Modeling the Voynich Manuscript with AI

Not to Translate It, But to Test It

May 18, 2025

I’m not a linguist. I’m not a cryptographer. But I like to think I can build things — and I was curious if the Voynich Manuscript, arguably the world’s most unreadable book, could be modeled like a real language.

Not translated. Not decoded. Just… modeled.

I wasn’t interested in fairy tale interpretations or elaborate cipher trees. I wanted structure. Syntax. Patterns. Something I could throw modern NLP tools at and ask:
Does this behave like language — or just look like it?

So I built a pipeline. Not a fancy one. Just enough to run the manuscript through modern AI methods and see if anything broke.

Spoiler: it flinched. In all the right ways.

What is the Voynich Manuscript?

The Voynich Manuscript is a 15th-century illustrated book written in a language no one has been able to decode. It contains strange plants, astronomical charts, and naked women bathing in connected tubes — all accompanied by a looping, alien script that doesn’t match any known language, cipher, or invented system. It’s been studied by cryptographers, historians, linguists, and AI researchers — and still refuses to give up its secrets.

What I built

The core of the project is a full NLP pipeline — open-source, reproducible, and annotated for anyone who wants to pick it apart.

Here’s what it does:

Strips common suffixes from Voynich words — things like aiin, dy, chy. My assumption was these were phonetic or rhythmic filler, not core roots. That’s a big assumption, and it affected everything downstream.
Clusters root-like words using SBERT (a multilingual sentence embedding model) + KMeans. This gives us "semantic neighborhoods" based on how words behave, not what they mean.
Maps each line of the manuscript to a sequence of cluster IDs — using the transliteration as input.
Infers POS roles like Function, Root, Modifier — based on position, variety, and frequency. (If it shows up at the start of every line and only has 12 variations? Probably a function word.)
Builds a transition matrix — how likely is it for Cluster 8 to follow Cluster 3? The result looked suspiciously like grammar.
Segments by manuscript section — Botanical, Biological, Cosmological, etc. Turns out different parts of the book use different grammatical structures.
Generates a lexicon hypothesis — not meanings, but a data-driven guess at which words do what, and where.

What I found

Cluster 8 behaves like a function word group. Low diversity, high frequency, often starts lines.
Cluster 3 is root-heavy — highly diverse and central to most line structures.
Transition matrices showed consistent flow: Function → Root → Modifier → Object patterns show up a lot.
Grammatical patterns vary by folio type. Botanical pages don’t structure themselves like Biological ones.
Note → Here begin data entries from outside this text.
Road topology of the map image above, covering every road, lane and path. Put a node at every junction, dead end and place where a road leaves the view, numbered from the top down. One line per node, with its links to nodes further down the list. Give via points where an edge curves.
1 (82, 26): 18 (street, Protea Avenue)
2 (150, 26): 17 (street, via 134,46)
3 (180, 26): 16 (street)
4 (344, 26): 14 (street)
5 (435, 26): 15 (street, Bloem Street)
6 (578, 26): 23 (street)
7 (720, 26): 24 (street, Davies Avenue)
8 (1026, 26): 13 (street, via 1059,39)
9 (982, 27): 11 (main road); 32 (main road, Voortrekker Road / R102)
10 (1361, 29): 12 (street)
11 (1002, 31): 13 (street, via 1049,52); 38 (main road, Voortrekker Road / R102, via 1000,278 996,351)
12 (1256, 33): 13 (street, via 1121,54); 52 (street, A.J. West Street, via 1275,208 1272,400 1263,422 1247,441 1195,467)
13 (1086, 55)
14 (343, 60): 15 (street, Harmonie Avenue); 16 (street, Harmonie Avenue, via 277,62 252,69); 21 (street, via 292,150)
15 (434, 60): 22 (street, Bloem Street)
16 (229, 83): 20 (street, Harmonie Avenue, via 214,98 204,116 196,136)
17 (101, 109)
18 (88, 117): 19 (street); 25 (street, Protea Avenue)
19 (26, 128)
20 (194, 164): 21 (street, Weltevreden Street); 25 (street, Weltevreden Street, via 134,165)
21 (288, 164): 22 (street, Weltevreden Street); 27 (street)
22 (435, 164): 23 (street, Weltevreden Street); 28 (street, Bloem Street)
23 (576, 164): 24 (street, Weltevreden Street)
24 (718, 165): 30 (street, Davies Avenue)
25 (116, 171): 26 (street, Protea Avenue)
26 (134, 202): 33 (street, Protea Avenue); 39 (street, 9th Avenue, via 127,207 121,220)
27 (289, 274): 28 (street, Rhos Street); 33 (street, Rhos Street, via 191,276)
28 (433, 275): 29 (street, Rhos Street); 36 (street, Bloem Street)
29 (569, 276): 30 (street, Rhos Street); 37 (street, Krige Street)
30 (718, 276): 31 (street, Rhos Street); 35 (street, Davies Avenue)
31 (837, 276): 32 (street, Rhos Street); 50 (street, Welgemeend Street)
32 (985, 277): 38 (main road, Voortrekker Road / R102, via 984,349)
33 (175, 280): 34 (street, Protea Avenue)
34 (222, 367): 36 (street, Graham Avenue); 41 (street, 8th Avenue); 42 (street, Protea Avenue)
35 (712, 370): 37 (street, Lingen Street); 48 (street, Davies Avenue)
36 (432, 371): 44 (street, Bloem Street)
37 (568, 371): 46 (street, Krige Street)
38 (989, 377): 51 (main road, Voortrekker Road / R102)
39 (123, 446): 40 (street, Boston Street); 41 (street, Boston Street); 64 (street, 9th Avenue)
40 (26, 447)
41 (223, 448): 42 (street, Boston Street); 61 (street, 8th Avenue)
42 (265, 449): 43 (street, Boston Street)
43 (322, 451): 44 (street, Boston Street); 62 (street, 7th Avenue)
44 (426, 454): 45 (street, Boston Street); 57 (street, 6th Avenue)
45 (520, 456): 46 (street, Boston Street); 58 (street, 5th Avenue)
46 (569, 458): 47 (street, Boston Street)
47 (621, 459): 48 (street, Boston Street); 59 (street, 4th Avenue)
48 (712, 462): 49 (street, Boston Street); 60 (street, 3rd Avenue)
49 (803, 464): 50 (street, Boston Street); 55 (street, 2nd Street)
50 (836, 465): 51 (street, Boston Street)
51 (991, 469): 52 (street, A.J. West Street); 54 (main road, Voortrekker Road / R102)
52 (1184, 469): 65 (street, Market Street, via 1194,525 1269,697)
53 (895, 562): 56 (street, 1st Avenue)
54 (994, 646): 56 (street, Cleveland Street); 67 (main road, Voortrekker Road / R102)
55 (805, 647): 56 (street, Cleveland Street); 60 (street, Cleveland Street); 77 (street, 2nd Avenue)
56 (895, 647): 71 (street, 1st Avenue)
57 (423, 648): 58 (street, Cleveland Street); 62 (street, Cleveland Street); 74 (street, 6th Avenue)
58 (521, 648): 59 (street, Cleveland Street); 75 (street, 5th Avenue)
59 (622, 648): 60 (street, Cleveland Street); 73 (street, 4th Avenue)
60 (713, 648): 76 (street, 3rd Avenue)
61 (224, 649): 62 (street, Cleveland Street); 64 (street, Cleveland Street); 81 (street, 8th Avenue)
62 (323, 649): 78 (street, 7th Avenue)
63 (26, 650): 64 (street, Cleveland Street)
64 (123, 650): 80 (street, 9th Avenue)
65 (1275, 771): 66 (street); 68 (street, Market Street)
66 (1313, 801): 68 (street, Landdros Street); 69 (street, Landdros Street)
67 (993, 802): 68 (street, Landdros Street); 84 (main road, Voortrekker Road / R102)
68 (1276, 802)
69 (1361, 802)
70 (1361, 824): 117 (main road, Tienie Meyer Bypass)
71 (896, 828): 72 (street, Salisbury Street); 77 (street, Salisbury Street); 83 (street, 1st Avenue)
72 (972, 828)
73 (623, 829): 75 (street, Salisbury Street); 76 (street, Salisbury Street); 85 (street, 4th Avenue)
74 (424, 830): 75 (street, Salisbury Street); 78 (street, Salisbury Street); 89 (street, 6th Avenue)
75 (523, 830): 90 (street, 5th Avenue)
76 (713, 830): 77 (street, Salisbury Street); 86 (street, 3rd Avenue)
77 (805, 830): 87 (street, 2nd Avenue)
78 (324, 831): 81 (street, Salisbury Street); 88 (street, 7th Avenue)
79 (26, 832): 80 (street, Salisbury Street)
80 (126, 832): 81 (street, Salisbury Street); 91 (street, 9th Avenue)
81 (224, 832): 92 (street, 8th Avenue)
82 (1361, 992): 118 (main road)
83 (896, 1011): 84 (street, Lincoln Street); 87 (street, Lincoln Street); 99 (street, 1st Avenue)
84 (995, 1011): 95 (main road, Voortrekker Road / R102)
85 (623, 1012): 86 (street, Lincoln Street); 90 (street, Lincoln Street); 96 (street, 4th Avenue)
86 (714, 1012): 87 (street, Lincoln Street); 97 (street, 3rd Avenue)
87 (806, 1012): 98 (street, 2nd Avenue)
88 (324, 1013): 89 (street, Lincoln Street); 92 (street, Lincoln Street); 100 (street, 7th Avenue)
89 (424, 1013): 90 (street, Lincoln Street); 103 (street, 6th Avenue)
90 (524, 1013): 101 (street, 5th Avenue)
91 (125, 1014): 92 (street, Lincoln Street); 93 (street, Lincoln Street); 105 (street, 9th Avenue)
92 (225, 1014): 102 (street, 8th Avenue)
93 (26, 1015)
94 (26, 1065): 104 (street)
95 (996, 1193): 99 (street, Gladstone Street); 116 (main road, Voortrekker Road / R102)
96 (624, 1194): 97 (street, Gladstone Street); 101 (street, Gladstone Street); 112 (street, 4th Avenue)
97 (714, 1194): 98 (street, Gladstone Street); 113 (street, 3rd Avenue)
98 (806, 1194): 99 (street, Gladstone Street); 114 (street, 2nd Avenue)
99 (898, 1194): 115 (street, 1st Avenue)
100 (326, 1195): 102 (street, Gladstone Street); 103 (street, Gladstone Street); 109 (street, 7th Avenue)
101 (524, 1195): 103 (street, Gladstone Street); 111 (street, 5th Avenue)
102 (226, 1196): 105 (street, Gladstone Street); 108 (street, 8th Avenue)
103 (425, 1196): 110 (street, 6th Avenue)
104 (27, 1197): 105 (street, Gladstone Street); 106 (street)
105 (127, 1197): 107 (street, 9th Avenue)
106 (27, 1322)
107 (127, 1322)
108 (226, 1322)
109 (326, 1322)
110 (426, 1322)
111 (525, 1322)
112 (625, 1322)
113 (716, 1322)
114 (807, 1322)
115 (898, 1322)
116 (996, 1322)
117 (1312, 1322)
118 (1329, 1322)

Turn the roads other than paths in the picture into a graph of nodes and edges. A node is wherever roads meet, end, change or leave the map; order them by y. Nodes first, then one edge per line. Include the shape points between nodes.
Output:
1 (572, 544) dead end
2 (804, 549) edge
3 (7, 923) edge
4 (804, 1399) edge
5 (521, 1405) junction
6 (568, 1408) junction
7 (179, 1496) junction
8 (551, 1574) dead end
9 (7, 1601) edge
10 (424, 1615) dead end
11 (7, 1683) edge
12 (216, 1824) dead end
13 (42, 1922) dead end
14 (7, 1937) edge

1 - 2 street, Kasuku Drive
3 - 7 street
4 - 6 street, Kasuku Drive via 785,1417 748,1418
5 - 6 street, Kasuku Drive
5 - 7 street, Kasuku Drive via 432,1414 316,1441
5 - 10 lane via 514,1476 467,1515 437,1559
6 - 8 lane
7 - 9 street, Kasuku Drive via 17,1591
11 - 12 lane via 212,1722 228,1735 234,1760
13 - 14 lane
This doesn’t mean we’ve cracked anything.
It just means we can stop pretending the text is random.

What This Isn’t

I didn’t train a model to “translate” Voynichese.
I didn’t guess what words mean.
I didn’t invent a cipher model or claim it’s a conlang.

This is not about breaking the code. It’s about modeling the bones underneath it — and seeing whether those bones suggest a brain.

Why Suffixes Matter

One of the biggest variables in all this was the suffix-stripping step.

By removing the most common endings from each word, I made an assumption: that those endings were structurally or phonetically repetitive — not semantic. It definitely helped the clustering. But it might’ve thrown out meaningful information too.

If you fork the repo and rerun the pipeline without stripping suffixes? I’d love to see what changes.

Why I Did This

This started as a way to learn NLP by throwing it at a hard, unsolved problem.
I didn’t expect a result. I expected to flounder.

Instead, I found what I think is evidence that the Voynich Manuscript:

Has structure.
Behaves like a language.
Changes syntax depending on content.

Is that proof of meaning? No. But it’s a solid case for structure — and that’s step one in any linguistic model.

The Code

Everything’s open and annotated here:
github.com/brianmg/voynich-nlp-analysis

If you’re a linguist, a cryptographer, or just someone who likes weird puzzles and reproducible pipelines — have at it.

Feedback is welcome. Corrections are even more welcome.